Saved entries:
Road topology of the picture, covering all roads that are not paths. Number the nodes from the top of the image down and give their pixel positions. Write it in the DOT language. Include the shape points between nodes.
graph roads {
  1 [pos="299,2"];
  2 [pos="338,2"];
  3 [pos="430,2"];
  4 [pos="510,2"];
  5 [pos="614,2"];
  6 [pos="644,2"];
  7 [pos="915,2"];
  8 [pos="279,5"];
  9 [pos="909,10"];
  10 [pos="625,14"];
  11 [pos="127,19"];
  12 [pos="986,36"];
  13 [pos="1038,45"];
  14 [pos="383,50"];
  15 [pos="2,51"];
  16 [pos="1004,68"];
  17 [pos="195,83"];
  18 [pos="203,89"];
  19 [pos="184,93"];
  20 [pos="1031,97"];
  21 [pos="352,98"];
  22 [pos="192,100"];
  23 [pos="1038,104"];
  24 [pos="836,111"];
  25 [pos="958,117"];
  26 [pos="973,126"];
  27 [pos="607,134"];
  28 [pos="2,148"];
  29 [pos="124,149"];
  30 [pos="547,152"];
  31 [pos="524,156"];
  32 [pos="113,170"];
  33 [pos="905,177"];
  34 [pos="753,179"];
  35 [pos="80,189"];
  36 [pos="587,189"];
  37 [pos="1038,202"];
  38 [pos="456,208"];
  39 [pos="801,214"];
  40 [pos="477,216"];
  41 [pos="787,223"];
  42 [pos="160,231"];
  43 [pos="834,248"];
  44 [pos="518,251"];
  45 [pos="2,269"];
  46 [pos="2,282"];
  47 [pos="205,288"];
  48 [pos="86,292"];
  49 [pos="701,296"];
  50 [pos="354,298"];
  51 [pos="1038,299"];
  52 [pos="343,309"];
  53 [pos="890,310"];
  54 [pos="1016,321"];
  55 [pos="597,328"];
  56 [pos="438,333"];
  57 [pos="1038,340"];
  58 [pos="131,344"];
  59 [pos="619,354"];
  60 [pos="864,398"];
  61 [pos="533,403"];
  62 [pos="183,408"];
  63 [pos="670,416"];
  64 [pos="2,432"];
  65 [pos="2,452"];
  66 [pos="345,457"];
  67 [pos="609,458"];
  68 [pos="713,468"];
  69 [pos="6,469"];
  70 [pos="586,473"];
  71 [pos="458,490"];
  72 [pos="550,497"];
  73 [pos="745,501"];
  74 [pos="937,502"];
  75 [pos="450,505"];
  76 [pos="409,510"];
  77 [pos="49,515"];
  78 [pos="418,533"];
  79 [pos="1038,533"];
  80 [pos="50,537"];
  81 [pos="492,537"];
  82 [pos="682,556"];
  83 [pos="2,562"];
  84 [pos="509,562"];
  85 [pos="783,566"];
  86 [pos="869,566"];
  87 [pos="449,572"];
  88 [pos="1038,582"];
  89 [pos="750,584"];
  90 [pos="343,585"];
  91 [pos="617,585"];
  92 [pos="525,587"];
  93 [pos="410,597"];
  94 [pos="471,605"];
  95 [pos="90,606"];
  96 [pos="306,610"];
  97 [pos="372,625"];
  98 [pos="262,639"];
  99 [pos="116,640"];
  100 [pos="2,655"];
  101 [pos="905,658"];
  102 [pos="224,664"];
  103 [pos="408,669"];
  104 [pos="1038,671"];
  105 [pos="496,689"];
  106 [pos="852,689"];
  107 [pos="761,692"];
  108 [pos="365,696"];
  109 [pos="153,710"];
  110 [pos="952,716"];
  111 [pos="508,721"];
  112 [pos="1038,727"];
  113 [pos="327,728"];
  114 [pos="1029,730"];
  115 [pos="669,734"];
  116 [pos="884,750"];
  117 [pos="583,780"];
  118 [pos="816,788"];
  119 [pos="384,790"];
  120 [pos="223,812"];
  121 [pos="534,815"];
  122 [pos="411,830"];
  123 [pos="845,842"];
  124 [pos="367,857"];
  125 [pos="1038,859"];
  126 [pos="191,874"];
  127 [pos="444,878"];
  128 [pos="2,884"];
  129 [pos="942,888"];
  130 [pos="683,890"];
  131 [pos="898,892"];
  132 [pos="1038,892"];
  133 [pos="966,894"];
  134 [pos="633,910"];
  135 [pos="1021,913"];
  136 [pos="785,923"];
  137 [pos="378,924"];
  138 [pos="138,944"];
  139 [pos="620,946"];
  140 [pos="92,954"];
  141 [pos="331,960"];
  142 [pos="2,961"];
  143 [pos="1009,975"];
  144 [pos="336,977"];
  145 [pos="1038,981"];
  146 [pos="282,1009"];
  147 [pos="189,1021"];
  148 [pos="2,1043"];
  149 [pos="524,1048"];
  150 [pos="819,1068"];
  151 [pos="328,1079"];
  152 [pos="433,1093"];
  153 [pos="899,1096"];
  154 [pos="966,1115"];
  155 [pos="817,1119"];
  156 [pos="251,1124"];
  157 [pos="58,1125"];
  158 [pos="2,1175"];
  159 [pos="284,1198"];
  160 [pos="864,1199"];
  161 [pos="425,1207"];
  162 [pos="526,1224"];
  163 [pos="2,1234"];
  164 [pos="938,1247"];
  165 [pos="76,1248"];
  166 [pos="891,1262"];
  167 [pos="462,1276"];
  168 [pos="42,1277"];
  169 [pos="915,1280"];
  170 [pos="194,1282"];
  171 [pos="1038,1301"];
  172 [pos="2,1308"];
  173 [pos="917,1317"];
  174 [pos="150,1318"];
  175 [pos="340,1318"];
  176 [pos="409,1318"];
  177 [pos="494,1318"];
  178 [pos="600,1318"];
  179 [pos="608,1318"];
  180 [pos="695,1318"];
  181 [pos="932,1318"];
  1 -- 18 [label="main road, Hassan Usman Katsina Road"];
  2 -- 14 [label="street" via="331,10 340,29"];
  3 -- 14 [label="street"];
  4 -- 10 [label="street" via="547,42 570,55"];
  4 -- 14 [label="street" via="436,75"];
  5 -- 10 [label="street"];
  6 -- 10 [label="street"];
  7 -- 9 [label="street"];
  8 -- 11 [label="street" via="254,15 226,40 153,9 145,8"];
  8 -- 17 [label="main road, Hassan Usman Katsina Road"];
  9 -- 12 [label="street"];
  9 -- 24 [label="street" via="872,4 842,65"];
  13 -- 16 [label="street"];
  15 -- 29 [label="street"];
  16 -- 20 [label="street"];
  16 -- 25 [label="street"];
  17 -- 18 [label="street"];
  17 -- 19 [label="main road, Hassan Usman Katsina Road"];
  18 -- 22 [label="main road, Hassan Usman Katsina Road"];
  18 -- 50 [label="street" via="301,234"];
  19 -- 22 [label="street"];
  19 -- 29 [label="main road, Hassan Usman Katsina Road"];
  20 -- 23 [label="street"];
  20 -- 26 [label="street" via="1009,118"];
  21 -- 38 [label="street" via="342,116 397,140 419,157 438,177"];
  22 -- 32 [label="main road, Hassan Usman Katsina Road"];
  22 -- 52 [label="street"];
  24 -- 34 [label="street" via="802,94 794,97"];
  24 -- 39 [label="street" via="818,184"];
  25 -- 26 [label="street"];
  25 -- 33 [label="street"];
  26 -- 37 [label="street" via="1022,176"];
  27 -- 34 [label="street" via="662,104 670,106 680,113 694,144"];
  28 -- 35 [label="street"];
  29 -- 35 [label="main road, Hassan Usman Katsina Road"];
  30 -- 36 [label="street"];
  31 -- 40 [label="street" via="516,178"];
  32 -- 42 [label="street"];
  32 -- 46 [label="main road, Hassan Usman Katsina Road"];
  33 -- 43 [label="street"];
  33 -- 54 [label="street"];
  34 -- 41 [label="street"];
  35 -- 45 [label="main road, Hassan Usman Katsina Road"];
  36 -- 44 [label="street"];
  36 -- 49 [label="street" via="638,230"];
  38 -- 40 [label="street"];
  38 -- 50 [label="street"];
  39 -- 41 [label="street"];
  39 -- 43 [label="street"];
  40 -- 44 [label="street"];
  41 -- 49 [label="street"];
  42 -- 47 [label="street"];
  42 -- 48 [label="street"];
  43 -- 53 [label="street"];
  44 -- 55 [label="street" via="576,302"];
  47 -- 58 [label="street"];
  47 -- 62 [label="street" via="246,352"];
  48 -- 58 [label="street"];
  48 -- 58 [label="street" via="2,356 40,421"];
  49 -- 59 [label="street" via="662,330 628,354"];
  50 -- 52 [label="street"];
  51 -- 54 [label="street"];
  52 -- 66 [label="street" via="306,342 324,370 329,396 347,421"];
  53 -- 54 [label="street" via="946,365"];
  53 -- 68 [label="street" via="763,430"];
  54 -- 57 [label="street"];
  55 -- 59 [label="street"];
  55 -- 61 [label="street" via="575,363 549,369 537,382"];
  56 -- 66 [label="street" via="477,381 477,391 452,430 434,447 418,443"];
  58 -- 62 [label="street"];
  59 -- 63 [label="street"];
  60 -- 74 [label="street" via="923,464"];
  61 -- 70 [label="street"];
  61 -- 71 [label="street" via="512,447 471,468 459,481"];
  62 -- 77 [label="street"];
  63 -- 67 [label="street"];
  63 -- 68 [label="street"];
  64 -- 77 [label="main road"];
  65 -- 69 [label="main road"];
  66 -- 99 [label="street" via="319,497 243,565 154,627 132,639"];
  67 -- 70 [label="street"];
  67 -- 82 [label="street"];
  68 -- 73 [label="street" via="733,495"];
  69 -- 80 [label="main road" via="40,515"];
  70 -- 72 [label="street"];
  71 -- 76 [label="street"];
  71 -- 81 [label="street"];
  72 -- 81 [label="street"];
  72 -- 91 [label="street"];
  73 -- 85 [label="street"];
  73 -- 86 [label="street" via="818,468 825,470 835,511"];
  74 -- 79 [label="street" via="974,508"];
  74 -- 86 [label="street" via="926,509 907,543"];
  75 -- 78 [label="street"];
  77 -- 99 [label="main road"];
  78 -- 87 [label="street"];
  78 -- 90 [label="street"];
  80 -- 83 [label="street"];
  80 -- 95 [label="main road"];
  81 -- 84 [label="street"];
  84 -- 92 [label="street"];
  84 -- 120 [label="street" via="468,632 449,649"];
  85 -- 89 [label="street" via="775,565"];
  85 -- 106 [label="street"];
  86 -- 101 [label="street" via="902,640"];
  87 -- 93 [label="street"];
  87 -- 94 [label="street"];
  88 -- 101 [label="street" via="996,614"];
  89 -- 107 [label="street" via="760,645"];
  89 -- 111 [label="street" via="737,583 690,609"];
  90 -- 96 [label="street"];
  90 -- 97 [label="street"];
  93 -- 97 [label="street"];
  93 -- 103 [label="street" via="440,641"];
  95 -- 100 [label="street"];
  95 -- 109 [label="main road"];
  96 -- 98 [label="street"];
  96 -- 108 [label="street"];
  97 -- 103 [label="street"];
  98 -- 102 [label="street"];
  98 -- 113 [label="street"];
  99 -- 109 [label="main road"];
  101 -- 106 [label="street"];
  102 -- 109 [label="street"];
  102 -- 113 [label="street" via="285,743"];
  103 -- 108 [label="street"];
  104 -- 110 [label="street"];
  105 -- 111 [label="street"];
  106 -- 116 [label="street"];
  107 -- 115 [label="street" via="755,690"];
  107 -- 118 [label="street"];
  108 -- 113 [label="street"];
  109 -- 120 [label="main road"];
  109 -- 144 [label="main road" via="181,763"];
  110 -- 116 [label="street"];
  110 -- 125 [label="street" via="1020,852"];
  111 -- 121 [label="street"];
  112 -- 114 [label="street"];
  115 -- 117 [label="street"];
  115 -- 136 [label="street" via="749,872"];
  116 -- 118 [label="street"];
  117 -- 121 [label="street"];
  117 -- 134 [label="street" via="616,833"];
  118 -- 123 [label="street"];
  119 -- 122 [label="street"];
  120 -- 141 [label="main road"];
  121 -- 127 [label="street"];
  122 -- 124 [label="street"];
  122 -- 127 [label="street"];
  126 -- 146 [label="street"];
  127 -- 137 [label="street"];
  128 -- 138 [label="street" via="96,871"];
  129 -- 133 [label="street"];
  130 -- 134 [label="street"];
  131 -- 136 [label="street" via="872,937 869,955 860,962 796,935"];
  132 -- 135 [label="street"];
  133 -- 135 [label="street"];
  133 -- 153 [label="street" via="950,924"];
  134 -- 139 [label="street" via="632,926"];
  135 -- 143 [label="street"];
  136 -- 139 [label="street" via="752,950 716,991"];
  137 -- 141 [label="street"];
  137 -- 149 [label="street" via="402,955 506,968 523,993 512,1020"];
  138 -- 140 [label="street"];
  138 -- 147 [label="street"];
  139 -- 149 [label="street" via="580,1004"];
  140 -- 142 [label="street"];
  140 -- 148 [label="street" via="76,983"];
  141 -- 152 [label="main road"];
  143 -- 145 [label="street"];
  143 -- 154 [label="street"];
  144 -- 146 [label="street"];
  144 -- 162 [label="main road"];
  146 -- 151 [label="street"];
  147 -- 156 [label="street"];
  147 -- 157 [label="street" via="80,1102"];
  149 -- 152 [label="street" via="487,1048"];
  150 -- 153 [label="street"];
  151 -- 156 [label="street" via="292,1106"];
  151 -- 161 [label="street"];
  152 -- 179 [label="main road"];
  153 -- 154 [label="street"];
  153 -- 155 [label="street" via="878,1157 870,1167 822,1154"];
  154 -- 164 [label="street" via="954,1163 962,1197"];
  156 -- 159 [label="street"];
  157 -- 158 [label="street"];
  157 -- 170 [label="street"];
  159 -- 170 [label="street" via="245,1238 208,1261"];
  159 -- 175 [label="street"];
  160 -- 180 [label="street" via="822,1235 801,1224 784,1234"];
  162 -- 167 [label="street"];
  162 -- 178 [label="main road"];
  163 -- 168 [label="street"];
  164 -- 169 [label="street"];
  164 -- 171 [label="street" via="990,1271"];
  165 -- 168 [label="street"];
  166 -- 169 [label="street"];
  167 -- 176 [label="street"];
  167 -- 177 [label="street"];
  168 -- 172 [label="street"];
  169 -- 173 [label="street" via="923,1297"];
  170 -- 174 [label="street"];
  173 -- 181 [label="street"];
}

TASK DIRECTIONS: Find the word "roads" in the records, and report each line that has it.

RESULT FOR THIS TASK:
Road topology of the picture, covering all roads that are not paths. Number the nodes from the top of the image down and give their pixel positions. Write it in the DOT language. Include the shape points between nodes.
graph roads {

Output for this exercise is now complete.